Formerly most, if not all, of those with deep midline or mid-brain tumors, but now, with modern techniques, surgical resection is increasingly possible in these lesions -- up to half of the lesions. The overall strategy should be the same as for other locations, but with the knowledge that the outcomes may not be as satisfactory. mid-line chiasmatic tumors, the outcomes are worse (COG) with PFS8 25% and OS8 of 84%.

Chemotherapy

When adjuvant treatment is indicated, chemotherapy is also an option, which is particularly appropriate for infants and young children and kids of all ages with NF-1. This will permit the delay of radiation treatment to reduce the amount of neurocognitive sequelae. Complete response to chemotherapy is not uncommon, but overall response rates that include stable disease rante from 70% to 100%. the use of chemotherapy has been shown to permit the delay of radiation by between 2 and 4+ years. When any benefit of delay is compromised by further tumor progression, or the need for larger radiotherapy volumes, the benefit from further delay in children age 5 - 8 is uncertain. More recent targeting and delivery advances in radiotherapy has led to increased use in earlier patients, a reassessment that is now ongoing.

Radiotherapy in LGA

Due to improvements in surgery and successful treatment of younger children (< 3 years old) with chemotherapy, radiation has a reduced role in LGA. Only about 10% of children with LGAs now receieve radiation therapy as a component of their treatment.

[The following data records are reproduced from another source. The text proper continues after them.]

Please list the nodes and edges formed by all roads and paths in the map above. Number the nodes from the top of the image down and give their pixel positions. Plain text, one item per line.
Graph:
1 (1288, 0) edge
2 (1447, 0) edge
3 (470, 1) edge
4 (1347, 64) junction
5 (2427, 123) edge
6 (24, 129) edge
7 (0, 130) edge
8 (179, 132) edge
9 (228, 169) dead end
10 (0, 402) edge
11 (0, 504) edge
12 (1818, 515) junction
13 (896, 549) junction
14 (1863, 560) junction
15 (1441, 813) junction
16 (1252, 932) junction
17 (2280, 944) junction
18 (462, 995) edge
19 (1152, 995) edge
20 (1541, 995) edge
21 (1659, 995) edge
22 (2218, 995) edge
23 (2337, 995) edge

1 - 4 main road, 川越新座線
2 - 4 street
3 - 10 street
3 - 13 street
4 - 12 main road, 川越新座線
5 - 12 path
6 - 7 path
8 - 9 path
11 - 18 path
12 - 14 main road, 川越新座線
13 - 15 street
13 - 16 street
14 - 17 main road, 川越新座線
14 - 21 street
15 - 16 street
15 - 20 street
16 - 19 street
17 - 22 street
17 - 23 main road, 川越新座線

Indications for radiation:

  • Radiotherapy is not indicated after complete resection
  • Radiotherapy may be indicated following incomplete resection in situations where tumor progression would compromise neurologic functions (e.g. "threat to vision")
  • The clearest indication for radiation in LGA is in patients with progression and/or symptoms in disease that is unresectable.

Radiation Therapy Treatment Planning And Techniques

Volumes

For children who undergo less than complete resection, PFS is less satisfactory. COG (CCG, POG) suggests that the use of radation results in improved DFS but without OS benefit. Only half of the patients will develop disease, the present recommendation is observation using serial 6 month MRI's with second surgical resection as the mechanism of choice. If the recurrence is inoperable, then either radiation or chemotherapy is recommended. For those cases where radiation is recommended, the margins are small, the GTV consisting of imaging visualized tumor on MRI T1/gad series just prior to treatment. The post-operative imaging should be used and should be a smaller volume than the pre-operative imaging. CTV margins are small to none (ie just cover the GTV), unless the disease is an infiltrating diffuse varient. Then the appropriate GTV is any T2 or FLAIR abnormalities, with the CTV expansion = GTV + 1 cm to 1.5 cm.

Dose and Fractionation

EU and North American studies in adults failed to demonstrate advantages to higher doses beyond 50.4 Gy. This has not been confirmed in children, therefore the present practice is reported (2011), 54 Gy - 55 Gy. It has been reported that there are biological differences in pediatric LGA and adult disease. At present the recommendation for a "standard" dose of 50 - 54 Gy depending on the child's age and tumor location with respect to critical normal structures such as the chiasm, and perhaps the hippocampus.

SRS has been used with single fraction doses of 10 Gy - 20 Gy to the LGA. This has not been proven, and may not be appropriate for diffuse infiltrating disease.

Outcomes, Patterns of Failure, Prognostic Indicators

The overall survival for surgically resected tumors is 95% with surgery and 90% with radiation. Most surgical recurrences can be re-resected successfully with radiation reserved fro those increasingly fewer patients that cannot be surgically resected.